Calculating the Total Property Demage Cost and the Total Crop Demage Cost is possible to identify types of events have the greatest economic consequences in a list of top 15 events type.
library(knitr)
# Sum all Property Demage Cost and Crop Damage Cost
PROPDMGTOTAL <- aggregate(SDsub$PROPDMGCOST, by=list(SDsub$EVTYPE), sum)
CROPTOTAL <- aggregate(SDsub$CROPCOST, by=list(SDsub$EVTYPE), sum)
# Merge and rename columns
TOTALCOST <- merge(PROPDMGTOTAL, CROPTOTAL, "Group.1")
colnames(TOTALCOST) <- c("EVTYPE", "PROPDMGTOTAL", "CROPTOTAL")
# All Total
TOTALCOST$TOTAL <- TOTALCOST$PROPDMGTOTAL + TOTALCOST$CROPTOTAL
# Order by max to min and preparing table.
TOTALCOST <- TOTALCOST[order(-TOTALCOST$TOTAL),]
colnames(TOTALCOST) <- c("Event Type", "Property Damage Total [USD]", "Crop Damage Total [USD]", "Total Damage Cost [USD]")
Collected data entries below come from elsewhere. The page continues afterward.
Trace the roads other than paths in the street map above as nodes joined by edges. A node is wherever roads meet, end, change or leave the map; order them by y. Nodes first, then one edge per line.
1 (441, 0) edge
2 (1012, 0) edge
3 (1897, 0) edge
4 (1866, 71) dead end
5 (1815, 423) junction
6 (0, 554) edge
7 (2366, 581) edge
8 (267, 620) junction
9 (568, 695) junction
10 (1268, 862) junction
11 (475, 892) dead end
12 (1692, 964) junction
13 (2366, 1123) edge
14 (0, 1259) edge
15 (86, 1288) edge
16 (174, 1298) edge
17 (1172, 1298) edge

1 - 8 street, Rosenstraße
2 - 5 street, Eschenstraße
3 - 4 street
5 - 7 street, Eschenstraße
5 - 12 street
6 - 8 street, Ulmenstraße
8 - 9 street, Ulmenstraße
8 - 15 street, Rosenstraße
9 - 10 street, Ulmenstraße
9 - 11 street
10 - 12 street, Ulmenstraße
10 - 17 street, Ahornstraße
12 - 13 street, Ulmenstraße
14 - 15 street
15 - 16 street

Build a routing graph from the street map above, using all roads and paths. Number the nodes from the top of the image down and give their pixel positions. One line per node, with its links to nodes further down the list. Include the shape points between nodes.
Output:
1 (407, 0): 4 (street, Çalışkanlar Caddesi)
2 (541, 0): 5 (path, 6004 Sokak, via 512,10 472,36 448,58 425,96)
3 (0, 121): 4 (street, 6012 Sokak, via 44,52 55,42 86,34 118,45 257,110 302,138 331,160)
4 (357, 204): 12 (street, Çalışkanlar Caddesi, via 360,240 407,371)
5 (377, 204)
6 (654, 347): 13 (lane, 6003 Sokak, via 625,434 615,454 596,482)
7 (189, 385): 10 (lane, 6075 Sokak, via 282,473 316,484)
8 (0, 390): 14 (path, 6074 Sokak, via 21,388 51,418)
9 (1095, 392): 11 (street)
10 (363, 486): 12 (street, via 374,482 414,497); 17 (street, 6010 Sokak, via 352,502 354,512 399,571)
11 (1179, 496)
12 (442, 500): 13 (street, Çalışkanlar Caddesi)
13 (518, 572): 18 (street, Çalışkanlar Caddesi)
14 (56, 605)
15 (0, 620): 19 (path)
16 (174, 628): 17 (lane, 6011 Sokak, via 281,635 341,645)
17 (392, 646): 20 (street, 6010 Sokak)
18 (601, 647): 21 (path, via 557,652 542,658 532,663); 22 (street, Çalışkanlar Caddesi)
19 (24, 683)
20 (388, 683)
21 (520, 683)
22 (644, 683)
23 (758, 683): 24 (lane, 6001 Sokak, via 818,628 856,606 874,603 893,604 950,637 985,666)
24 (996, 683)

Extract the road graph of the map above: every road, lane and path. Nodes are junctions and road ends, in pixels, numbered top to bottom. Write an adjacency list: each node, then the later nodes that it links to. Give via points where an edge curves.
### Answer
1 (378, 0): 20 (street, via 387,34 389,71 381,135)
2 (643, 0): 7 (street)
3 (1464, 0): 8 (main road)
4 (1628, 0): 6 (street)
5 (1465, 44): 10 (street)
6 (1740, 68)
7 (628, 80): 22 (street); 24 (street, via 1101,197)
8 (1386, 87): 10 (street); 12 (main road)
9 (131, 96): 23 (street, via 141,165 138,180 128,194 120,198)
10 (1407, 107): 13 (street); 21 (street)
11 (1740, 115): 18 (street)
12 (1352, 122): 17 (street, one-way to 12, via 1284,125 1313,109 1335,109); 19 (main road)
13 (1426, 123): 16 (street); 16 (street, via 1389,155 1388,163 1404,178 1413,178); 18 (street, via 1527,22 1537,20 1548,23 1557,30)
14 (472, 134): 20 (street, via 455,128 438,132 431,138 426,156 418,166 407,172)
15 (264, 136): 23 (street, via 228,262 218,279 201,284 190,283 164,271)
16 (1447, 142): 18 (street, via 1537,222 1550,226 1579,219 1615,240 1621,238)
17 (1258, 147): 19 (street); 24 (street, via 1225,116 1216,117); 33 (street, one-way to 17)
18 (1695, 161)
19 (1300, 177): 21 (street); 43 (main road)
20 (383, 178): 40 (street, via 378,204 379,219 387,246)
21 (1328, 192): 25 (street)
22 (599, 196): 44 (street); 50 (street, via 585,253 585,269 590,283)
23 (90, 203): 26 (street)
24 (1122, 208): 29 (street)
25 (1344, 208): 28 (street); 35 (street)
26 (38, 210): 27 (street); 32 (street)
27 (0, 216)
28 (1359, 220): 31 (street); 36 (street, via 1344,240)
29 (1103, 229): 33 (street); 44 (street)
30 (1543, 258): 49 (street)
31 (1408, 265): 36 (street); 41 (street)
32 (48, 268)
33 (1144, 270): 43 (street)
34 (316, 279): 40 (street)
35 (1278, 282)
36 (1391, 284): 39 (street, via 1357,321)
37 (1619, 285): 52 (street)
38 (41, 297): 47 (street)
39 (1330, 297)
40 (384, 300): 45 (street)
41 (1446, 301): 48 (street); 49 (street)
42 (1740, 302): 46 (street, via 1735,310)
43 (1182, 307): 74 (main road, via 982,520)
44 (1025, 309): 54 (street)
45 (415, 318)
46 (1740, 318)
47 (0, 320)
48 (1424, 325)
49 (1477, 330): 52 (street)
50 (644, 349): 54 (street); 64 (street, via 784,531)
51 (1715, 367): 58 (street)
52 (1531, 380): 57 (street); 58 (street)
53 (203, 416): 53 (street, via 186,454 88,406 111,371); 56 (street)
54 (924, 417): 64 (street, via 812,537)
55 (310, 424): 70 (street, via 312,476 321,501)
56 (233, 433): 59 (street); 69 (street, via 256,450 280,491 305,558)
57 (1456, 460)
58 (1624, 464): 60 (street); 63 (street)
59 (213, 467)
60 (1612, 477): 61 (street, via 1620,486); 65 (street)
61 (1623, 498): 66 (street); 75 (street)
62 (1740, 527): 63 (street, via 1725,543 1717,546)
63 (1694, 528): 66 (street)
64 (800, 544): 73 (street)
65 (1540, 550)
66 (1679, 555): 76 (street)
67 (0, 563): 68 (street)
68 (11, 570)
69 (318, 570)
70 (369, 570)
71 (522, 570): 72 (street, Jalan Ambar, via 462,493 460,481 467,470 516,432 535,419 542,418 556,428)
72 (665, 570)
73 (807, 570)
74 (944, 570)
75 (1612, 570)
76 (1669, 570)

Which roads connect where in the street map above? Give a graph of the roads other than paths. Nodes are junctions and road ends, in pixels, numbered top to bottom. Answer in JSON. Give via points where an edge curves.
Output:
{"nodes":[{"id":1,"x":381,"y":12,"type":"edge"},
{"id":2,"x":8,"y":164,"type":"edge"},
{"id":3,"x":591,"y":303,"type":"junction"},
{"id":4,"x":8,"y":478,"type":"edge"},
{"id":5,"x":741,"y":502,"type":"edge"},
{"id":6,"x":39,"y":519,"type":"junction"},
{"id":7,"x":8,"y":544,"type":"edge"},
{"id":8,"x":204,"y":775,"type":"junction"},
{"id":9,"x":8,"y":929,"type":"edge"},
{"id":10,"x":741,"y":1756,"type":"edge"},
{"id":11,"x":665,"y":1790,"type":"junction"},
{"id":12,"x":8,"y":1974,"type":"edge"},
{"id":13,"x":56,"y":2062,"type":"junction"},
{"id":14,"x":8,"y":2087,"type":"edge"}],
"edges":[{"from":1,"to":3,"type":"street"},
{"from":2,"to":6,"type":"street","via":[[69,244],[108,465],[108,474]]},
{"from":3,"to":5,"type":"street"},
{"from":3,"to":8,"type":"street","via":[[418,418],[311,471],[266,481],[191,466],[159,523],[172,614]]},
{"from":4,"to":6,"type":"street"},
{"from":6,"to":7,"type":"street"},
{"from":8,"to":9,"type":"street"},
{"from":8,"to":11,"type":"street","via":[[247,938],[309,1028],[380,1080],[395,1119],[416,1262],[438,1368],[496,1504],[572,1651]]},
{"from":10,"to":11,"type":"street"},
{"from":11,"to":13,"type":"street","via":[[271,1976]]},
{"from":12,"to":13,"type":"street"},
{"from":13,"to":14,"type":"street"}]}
rownames(TOTALCOST) <- 1:nrow(TOTALCOST)
# table Top 15 Event Types
kable(TOTALCOST[1:15,])| Event Type | Property Damage Total [USD] | Crop Damage Total [USD] | Total Damage Cost [USD] |
|---|---|---|---|
| FLOOD | 144657709807 | 5661968450 | 150319678257 |
| HURRICANE/TYPHOON | 69305840000 | 2607872800 | 71913712800 |
| TORNADO | 56935880688 | 414953270 | 57350833958 |
| STORM SURGE | 43323536000 | 5000 | 43323541000 |
| HAIL | 15730367518 | 3025537890 | 18755905408 |
| FLASH FLOOD | 16822673978 | 1421317100 | 18243991078 |
| DROUGHT | 1046106000 | 13972566000 | 15018672000 |
| HURRICANE | 11868319010 | 2741910000 | 14610229010 |
| RIVER FLOOD | 5118945500 | 5029459000 | 10148404500 |
| ICE STORM | 3944927860 | 5022113500 | 8967041360 |
| TROPICAL STORM | 7703890550 | 678346000 | 8382236550 |
| WINTER STORM | 6688497251 | 26944000 | 6715441251 |
| HIGH WIND | 5270046295 | 638571300 | 5908617595 |
| WILDFIRE | 4765114000 | 295472800 | 5060586800 |
| TSTM WIND | 4484928495 | 554007350 | 5038935845 |
Plotting Top 15 types of events with the greatest economic consequences
library(ggplot2)
# Get data to plot Top 15
plotData <- TOTALCOST[1:15,]
#Rename variables to be plot
colnames(plotData) <- c("EventType", "PropertyDamageTotalCost","CropDamageTotalCost", "DamageTotalCost")
#Plot data
ggplot(plotData, aes(x=reorder(EventType, -DamageTotalCost), y=DamageTotalCost)) + geom_bar(stat="identity", fill="forest green") + geom_bar(stat="identity") + theme(axis.text.x = element_text(angle = 90, vjust = 0.4, hjust = 1), plot.title = element_text(hjust = 0.5)) + ggtitle("Total Damage Cost per Event Type") + xlab("Event Type") + ylab("Total Damage Cost (Property + Crop) [USD]")